Details on how the protein-protein interaction network was constructed is particularly lacking. Telling that a certain version of the CluPedia Cytoscape plugin was used is not sufficient. This plugin is able to pull data from a variety of different resources including both physical interaction databases including both IntAct and STRING. Which source databases were used for the analysis - this is essential since IntAct is a physical interaction database, whereas STRING includes functional interactions. If STRING was used, which confidence cutoff was used when retrieving interactions?
Similarly, it is stated that network topology was analyzed using the Cytoscape NetworkAnalyzer tool. However, it is not explained which parameters were calculated, or it was assessed which of these were interesting/significant.
Due to the lack of details in the Materials and Methods section, it is impossible for me to fully assess the validity of the findings. Despite this, however, a few important issues were identified that will need to be addressed.
A very basic analysis, enrichment for GO terms among the 49 significantly regulated genes, was not performed. Doing so reveals that around half of the genes are associated with the cellular component term "extracellular exosome". This is a noteworthy result since diabetic nephropathy is known to cause major changes in the extracellular matrix.
Unfortunately, this also brings into question the entire network analysis. The problem is that no big interaction screens have been performed on extracellular proteins, which likely explains the lack of interactions among these proteins. This give a very poor starting point for any protein-protein interaction network analysis, including the ones presented in the manuscript.
Lastly, considering the vast differences in the list of significantly regulated genes identified in this reanalysis and in the original publication, some comparisons need to be performed. Are the genes identified here a subset of the original ones (i.e. more stringent)? Do the conclusions of the network analysis changes dramatically if one were to use the original gene list as a starting point? These are questions that need to be addressed.
The article describes a re-analysis of a diabetic nephropathy microarray dataset, originally described by Baelde et al. in 2004. The authors identified differentially expressed genes in this dataset, then constructed a protein-protein interaction network of the genes together with interacting partners. Study of the structure of this network showed that nodes with high centrality are enriched in pathways related to diabetic nephropathy.
The introduction lacks details of the previous work in this field. Diabetic nephropathy is well studied, but the large amount of work aimed at identifying the molecular mechanisms involved is not described. Similarly, the analysis of gene sets and pathways involved in disease is a very active field and the contributions of the methods developed in this article are not clear.
As this is a re-analysis of a previously published dataset, it is important to summarize the findings of the original article, and explain clearly how the differentially expressed genes identified here compare to the original analysis.

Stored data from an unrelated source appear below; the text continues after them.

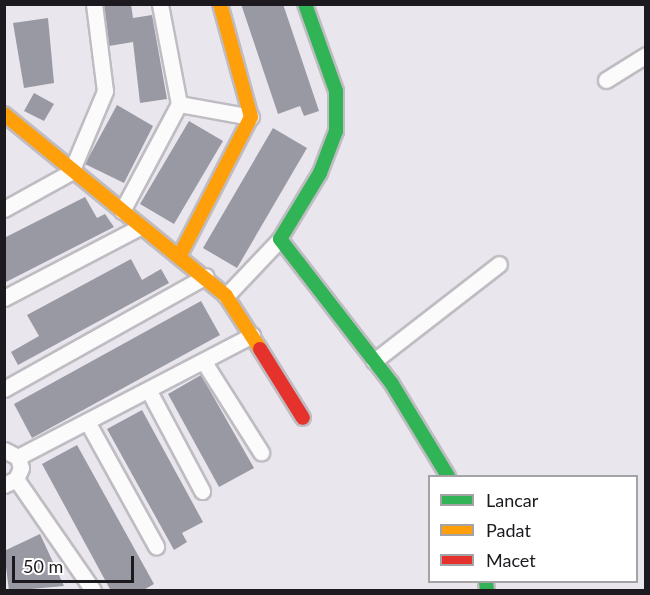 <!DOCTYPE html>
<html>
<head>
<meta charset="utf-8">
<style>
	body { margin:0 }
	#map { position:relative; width:650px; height:595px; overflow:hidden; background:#eae6ee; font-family:Lato,sans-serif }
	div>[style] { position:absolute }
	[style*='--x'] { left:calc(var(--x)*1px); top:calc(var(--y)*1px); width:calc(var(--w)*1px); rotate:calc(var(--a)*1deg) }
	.building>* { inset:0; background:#9999a3 }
	.roads { filter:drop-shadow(2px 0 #bfbcc2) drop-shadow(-2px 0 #bfbcc2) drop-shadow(0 2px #bfbcc2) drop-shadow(0 -2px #bfbcc2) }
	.street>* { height:15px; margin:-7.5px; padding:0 7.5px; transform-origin:7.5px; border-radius:7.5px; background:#fcfbfc }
	.fast>* { height:14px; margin:-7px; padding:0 7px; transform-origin:7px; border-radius:7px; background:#30b455 }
	.slow>* { height:14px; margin:-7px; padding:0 7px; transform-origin:7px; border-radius:7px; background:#ff9f0a }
	.jam>* { height:14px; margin:-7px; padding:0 7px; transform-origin:7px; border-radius:7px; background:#e5322d }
	span { translate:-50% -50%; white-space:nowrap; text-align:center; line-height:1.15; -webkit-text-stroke:6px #fff; paint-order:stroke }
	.frame { position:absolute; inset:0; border:6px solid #1c191f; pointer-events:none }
	.legend { position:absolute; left:428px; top:475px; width:210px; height:108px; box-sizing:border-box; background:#fff; border:2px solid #a4a3a5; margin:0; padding:8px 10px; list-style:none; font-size:18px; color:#1c191f }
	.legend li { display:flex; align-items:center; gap:12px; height:30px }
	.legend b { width:30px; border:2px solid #a4a3a5 }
	.scale { position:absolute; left:12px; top:556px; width:122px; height:27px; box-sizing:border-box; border:3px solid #1c191f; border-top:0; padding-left:8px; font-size:18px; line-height:21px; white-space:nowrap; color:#1c191f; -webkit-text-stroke:4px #fff; paint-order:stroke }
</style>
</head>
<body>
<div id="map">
	<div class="building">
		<div style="clip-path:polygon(131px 4px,133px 18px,152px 15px,167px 99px,140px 103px,133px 42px,109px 46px,104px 6px)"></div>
		<div style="clip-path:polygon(241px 4px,283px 4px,319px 111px,304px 116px,300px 106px,278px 114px)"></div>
		<div style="clip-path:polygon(48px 18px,54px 83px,24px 88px,13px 23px)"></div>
		<div style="clip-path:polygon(34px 93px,54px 104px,44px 121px,24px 111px)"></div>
		<div style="clip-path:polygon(117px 105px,153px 126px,124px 183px,85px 164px)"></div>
		<div style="clip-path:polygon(189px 121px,223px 141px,174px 224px,140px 204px)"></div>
		<div style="clip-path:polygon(273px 128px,307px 148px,237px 268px,203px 248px)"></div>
		<div style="clip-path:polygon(85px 197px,97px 218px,105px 214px,114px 227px,4px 283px,4px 238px)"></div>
		<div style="clip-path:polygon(131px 259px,142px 280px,161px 269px,169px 283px,18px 365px,11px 352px,39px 336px,27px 315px)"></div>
		<div style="clip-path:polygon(201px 301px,220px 335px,32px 438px,14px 404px)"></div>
		<div style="clip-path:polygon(201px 375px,254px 468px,219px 487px,168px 394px)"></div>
		<div style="clip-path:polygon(142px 410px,203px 522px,182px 533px,187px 542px,174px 550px,107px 429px)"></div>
		<div style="clip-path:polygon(77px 445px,154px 584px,142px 591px,111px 591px,42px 464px)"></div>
		<div style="clip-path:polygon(40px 534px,64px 586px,9px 591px,4px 551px)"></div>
	</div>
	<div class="roads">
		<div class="street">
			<div style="--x:606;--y:80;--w:47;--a:-32"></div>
			<div style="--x:179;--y:104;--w:73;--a:10.2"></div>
			<div style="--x:4;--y:209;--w:77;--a:-28.9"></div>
			<div style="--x:71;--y:172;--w:88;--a:-67.2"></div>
			<div style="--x:105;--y:91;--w:88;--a:-97.2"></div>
			<div style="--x:122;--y:211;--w:121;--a:-62"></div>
			<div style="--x:179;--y:104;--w:102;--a:-100.8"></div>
			<div style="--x:226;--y:296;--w:79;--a:-46.5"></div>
			<div style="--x:4;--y:298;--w:153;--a:-27.6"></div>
			<div style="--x:374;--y:361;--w:158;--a:-37.8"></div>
			<div style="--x:204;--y:362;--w:107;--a:57.7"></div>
			<div style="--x:4;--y:389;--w:231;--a:-29.2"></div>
			<div style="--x:150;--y:393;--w:111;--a:62"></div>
			<div style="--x:88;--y:423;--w:141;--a:61.1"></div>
			<div style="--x:4;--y:450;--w:16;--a:27"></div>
			<div style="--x:18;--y:457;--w:11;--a:75"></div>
			<div style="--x:21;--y:468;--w:12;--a:114"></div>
			<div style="--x:16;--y:479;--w:13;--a:153"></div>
			<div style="--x:18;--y:457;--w:264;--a:-27.5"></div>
			<div style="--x:16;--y:479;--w:135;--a:55.3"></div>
		</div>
		<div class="fast">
			<div style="--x:305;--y:4;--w:92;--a:70.4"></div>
			<div style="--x:336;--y:91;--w:40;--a:90"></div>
			<div style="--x:336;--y:131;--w:45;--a:110.9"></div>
			<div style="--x:320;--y:173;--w:77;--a:121.2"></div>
			<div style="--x:280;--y:239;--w:183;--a:52.3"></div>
			<div style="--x:392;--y:384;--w:108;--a:58.7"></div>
			<div style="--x:486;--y:582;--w:8;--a:83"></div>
		</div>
		<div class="slow">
			<div style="--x:4;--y:114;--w:287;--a:39.3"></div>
			<div style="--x:226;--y:296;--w:63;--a:57.3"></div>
			<div style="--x:180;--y:255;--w:155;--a:-62.8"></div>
			<div style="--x:251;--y:117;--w:117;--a:-105.3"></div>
		</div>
		<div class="jam">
			<div style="--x:260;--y:349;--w:81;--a:58.1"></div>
		</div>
	</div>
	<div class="frame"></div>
	<ul class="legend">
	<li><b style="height:8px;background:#30b455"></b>Lancar</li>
	<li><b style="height:8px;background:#ff9f0a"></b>Padat</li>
	<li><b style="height:8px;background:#e5322d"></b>Macet</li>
	</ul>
	<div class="scale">50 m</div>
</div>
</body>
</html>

Similarly how does the approach described here compare to other published methods that take into account the structure of pathways, such as SPIA, CePa, NetGSA, among others?
Minor points include:
"Using CluPedia plugin" should be “Using CluePedia plugin”.
“Cytoscape CluGO plugin” should be “Cytoscape ClueGO plugin”.
The references are not in the correct format.
More details are needed to be able to evaluate the methods used in this work. For example, how are the top differentially expressed genes determined? How is the PPI network constructed? How are the interactions between proteins defined?
More details are also needed about how the pathway enrichment analysis was performed. For example, what previous knowledge was used to identify the interacting nodes for each gene?
The conclusion stated in the abstract: "this study suggests a computational method for inferring underlying mechanisms of complex disorders from raw high-throughput data", is not justified by the results of the study. The authors have not inferred any of the mechanisms underlying diabetic nephropathy.
All text and materials provided via this peer-review history page are made available under a Creative Commons Attribution License, which permits unrestricted use, distribution, and reproduction in any medium, provided the original author and source are credited.